GSAL teachers devised the scenario, in which a locust had been poisoned by contaminated grass delivered to school, to provide a fun science activity for visiting pupils. The pupils conducted a forensic examination of a variety of evidence to narrow down the field of five suspects.

Tests conducted by the pupils, with help from GSAL sixth form students, included studying pollen grains under a microscope and analysing fingerprints. They also conducted pH tests and chemical analysis on samples to identify substances and try to detect the culprit.

Using the science laboratories and equipment at GSAL gave the Year 5 pupils, from the primary schools Little London, Swarcliffe, St Luke’s Beeston Hill and Immaculate Heart of Mary, a taste of what to expect in their science lessons when the time comes to start high school.

Nicola N’Dure, teaching assistant at Little London, said: “We picked four keen young scientists and they seem to be having a really good time exploring. It’s a great experience of high school science.”

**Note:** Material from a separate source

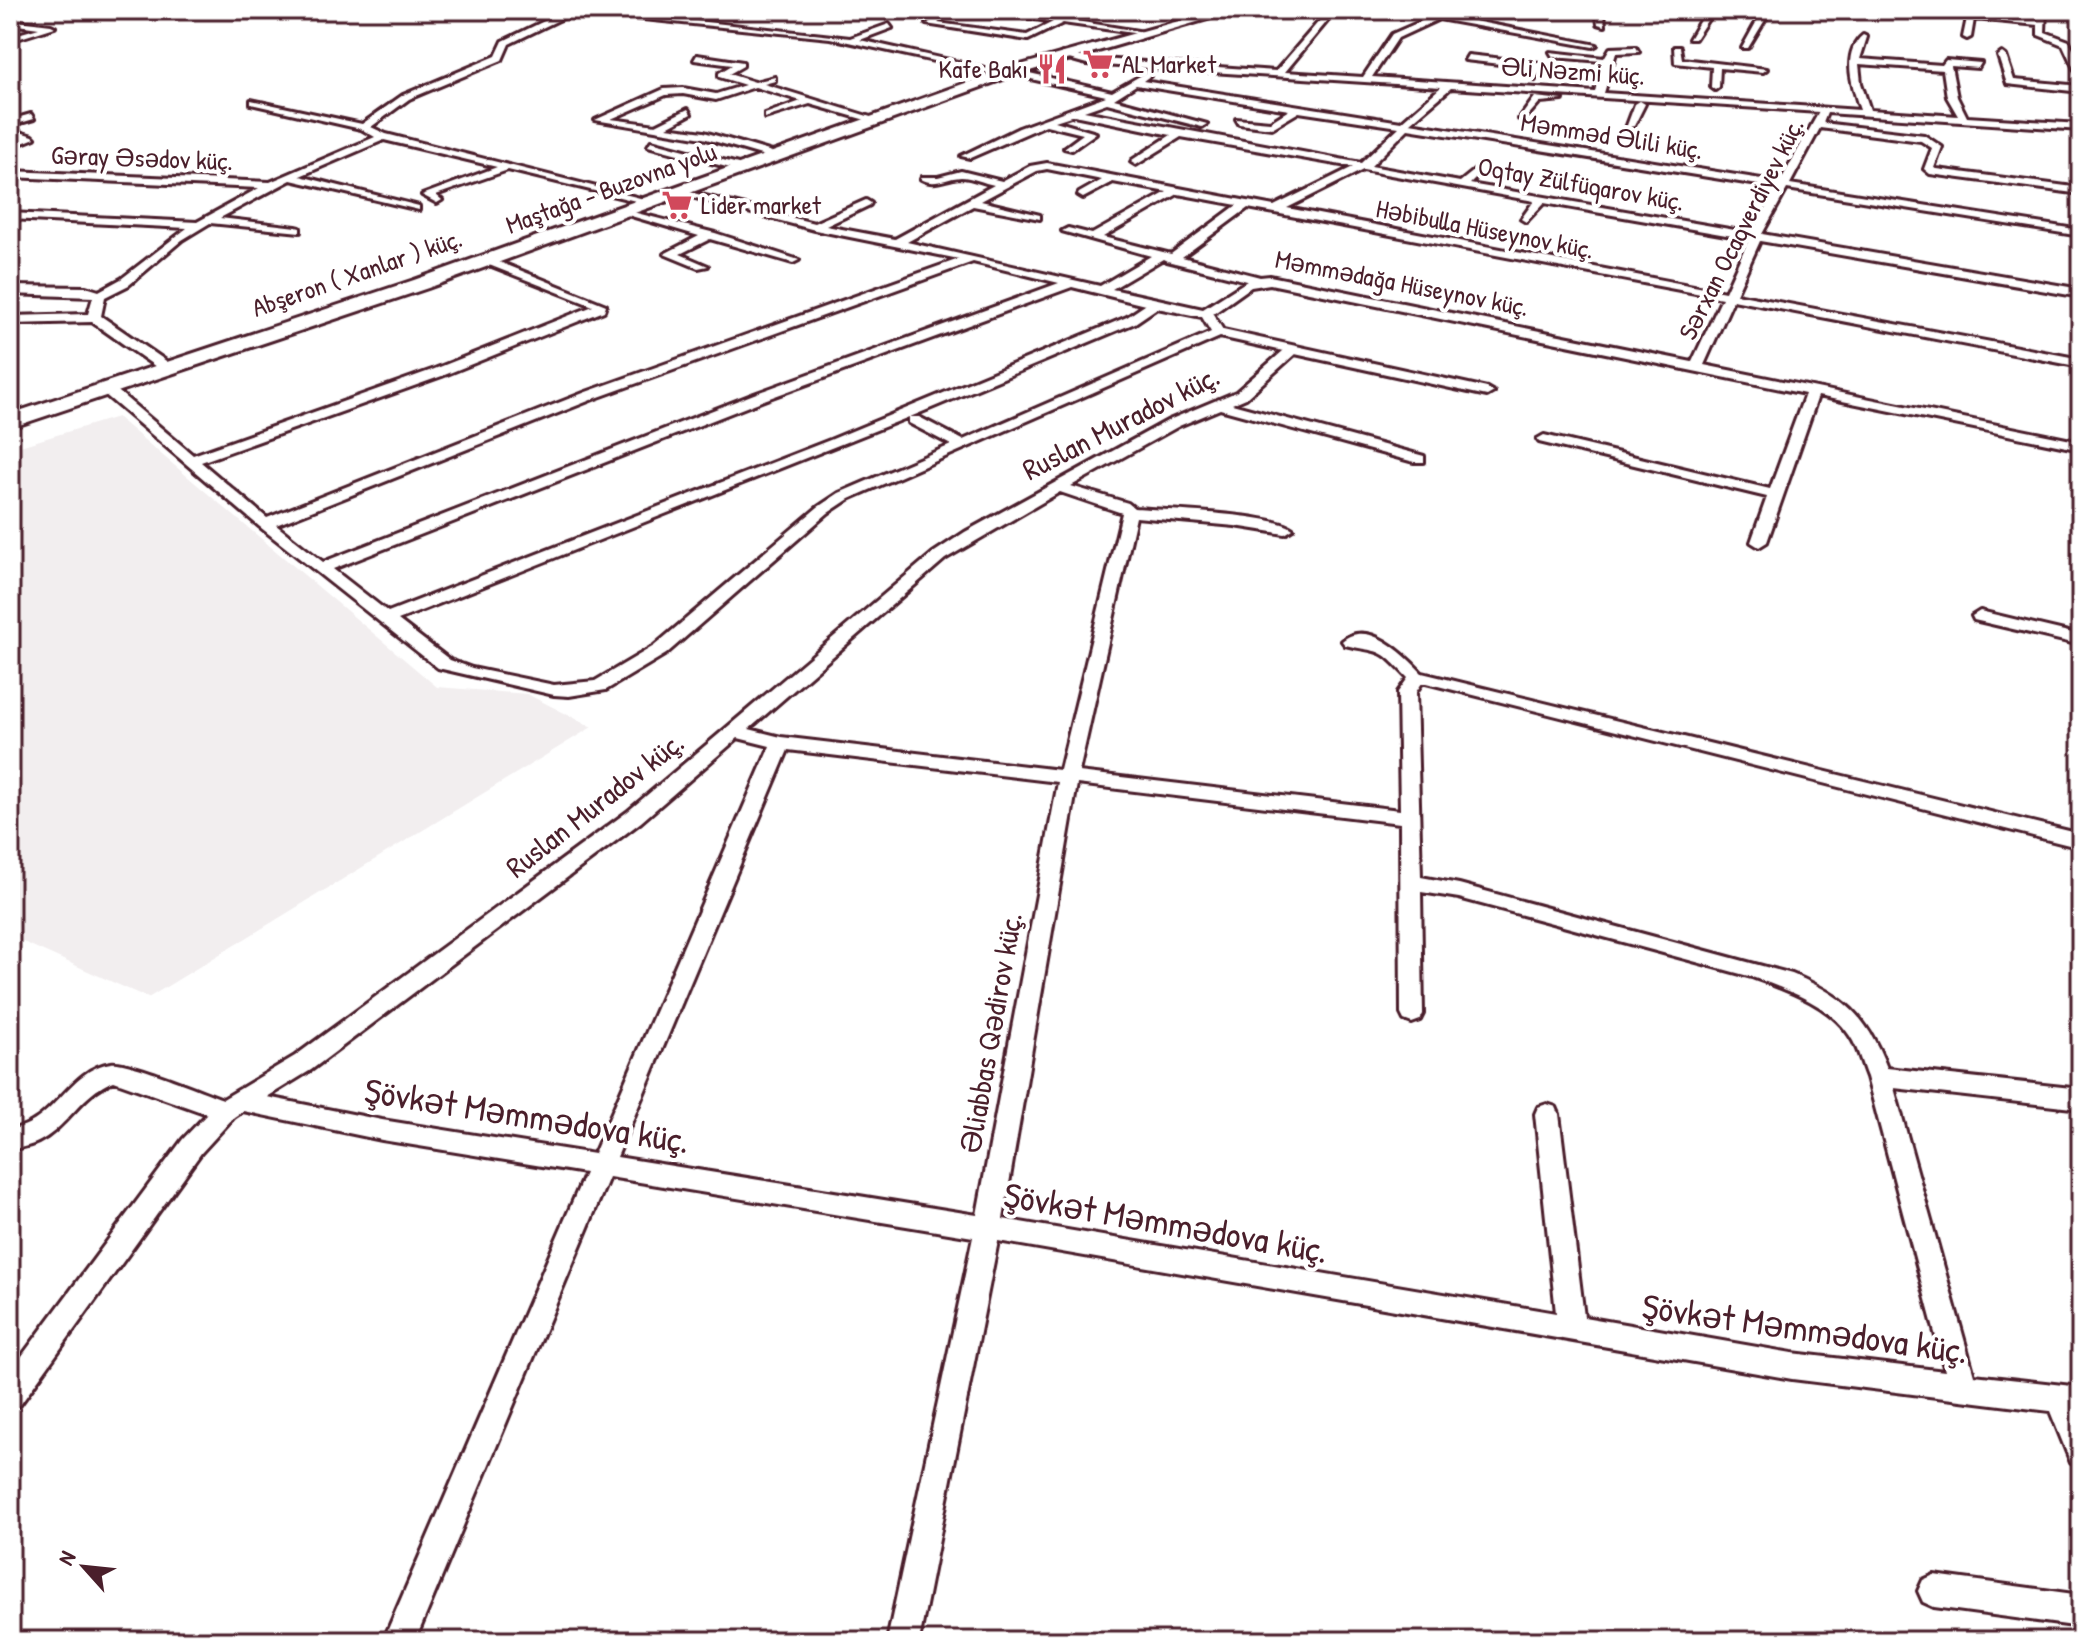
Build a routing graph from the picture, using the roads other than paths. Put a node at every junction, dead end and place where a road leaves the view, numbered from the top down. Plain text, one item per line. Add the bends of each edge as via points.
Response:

Kyro, aged 10, from St Luke’s, said: “I like how we used forensics to uncover who was contaminating the grass which killed the locust, and solve the mystery.”

Maria Bates, teaching assistant from Swarcliffe, said: “The pupils really enjoyed the opportunity to do hands-on practical science and different experiments; it’s been a great learning experience. They showed great teamwork and worked well with their sixth form helper.”